Le 12 décembre, le lendemain de la déclaration de guerre de l’Allemagne aux Etats-Unis (et le
même jour que l’incident de Smolensk entre l’Allemagne et l’URSS), les plus hauts responsables du
gouvernement et de l’état-major finlandais se retrouvèrent au PC de Mikkeli. Là, ils tombèrent
d’accord pour s’efforcer de maintenir le pays à l’écart de la guerre germano-soviétique qui se
préparait, chacun en était conscient.
Le Président Ryti envoya alors au Président Roosevelt une lettre que l’on réussit, non sans mal, à
préserver de la curiosité des Allemands. Ryti expliquait que si la Finlande était déterminée à
défendre sa souveraineté contre tout agresseur, elle préférait de beaucoup rester neutre dans la
guerre en cours en Europe « et dans tout autre conflit qui pourrait se développer à l’avenir ».

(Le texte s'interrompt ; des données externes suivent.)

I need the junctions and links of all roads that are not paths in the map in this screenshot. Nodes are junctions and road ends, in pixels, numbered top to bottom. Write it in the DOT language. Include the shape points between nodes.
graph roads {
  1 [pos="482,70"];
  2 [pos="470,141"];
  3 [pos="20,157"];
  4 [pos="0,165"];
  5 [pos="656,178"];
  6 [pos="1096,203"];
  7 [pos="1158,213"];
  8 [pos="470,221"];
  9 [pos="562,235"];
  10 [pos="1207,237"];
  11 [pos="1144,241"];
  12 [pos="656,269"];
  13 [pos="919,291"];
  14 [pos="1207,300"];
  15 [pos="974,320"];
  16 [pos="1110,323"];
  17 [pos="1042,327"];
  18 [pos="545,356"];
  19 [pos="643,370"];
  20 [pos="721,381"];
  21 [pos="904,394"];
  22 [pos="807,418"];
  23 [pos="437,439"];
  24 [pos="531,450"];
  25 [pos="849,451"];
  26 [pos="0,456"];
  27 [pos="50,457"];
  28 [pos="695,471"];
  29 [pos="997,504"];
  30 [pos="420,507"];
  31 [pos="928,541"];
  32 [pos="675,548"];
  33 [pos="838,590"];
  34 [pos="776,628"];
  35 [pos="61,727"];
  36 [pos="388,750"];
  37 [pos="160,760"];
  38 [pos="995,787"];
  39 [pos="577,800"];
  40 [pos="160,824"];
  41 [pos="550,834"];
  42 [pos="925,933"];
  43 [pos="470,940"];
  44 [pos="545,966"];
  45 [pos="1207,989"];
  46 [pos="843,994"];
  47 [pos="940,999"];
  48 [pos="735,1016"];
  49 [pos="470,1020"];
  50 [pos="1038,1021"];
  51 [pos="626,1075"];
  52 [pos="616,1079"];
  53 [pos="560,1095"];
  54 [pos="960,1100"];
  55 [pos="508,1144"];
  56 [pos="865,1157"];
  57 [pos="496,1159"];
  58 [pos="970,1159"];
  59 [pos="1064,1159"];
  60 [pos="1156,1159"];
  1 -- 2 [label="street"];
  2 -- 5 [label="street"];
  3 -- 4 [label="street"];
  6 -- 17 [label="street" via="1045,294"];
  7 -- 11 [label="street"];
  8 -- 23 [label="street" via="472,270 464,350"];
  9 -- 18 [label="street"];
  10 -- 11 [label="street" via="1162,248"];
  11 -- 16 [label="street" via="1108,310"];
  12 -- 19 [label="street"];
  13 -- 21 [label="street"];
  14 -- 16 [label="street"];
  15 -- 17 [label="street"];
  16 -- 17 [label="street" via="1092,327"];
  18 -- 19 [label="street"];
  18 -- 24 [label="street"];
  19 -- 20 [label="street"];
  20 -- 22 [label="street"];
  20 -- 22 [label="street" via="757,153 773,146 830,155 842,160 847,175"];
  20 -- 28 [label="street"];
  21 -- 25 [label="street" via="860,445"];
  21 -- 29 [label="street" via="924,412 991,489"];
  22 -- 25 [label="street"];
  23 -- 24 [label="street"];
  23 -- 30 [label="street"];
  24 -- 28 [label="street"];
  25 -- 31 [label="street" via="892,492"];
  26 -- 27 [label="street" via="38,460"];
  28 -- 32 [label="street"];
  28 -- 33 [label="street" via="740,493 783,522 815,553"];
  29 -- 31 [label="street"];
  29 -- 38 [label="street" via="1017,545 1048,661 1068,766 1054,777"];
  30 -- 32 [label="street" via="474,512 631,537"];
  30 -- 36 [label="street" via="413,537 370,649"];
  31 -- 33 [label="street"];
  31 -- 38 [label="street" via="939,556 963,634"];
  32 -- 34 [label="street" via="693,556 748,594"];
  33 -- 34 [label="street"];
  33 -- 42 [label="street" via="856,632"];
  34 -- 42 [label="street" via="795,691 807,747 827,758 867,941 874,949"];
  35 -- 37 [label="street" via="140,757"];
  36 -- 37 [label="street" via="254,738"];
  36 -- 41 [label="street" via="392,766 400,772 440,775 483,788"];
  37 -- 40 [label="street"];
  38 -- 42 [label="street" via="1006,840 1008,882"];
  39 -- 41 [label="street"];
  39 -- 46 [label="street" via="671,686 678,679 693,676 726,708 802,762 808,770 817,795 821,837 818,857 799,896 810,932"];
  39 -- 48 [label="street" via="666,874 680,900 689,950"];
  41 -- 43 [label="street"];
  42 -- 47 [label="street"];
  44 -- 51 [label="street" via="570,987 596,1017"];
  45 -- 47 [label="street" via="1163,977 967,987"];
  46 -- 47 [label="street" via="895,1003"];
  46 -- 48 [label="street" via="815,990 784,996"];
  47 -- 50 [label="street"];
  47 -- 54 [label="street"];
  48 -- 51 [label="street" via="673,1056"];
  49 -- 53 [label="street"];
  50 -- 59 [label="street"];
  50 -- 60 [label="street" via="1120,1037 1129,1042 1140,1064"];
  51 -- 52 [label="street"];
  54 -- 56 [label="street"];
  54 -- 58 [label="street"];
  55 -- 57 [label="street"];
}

Pour Roosevelt et son équipe, cette lettre fut un signal important. Elle signifiait que, si la Finlande
était pour le moment dans le camp de l’Allemagne, elle était prête à un renversement d’alliances. Le
message fut transmis à Staline par des canaux non officiels mais sûrs. Néanmoins, une lettre ne
suffirait pas à éteindre la méfiance paranoïaque du dictateur envers la Finlande.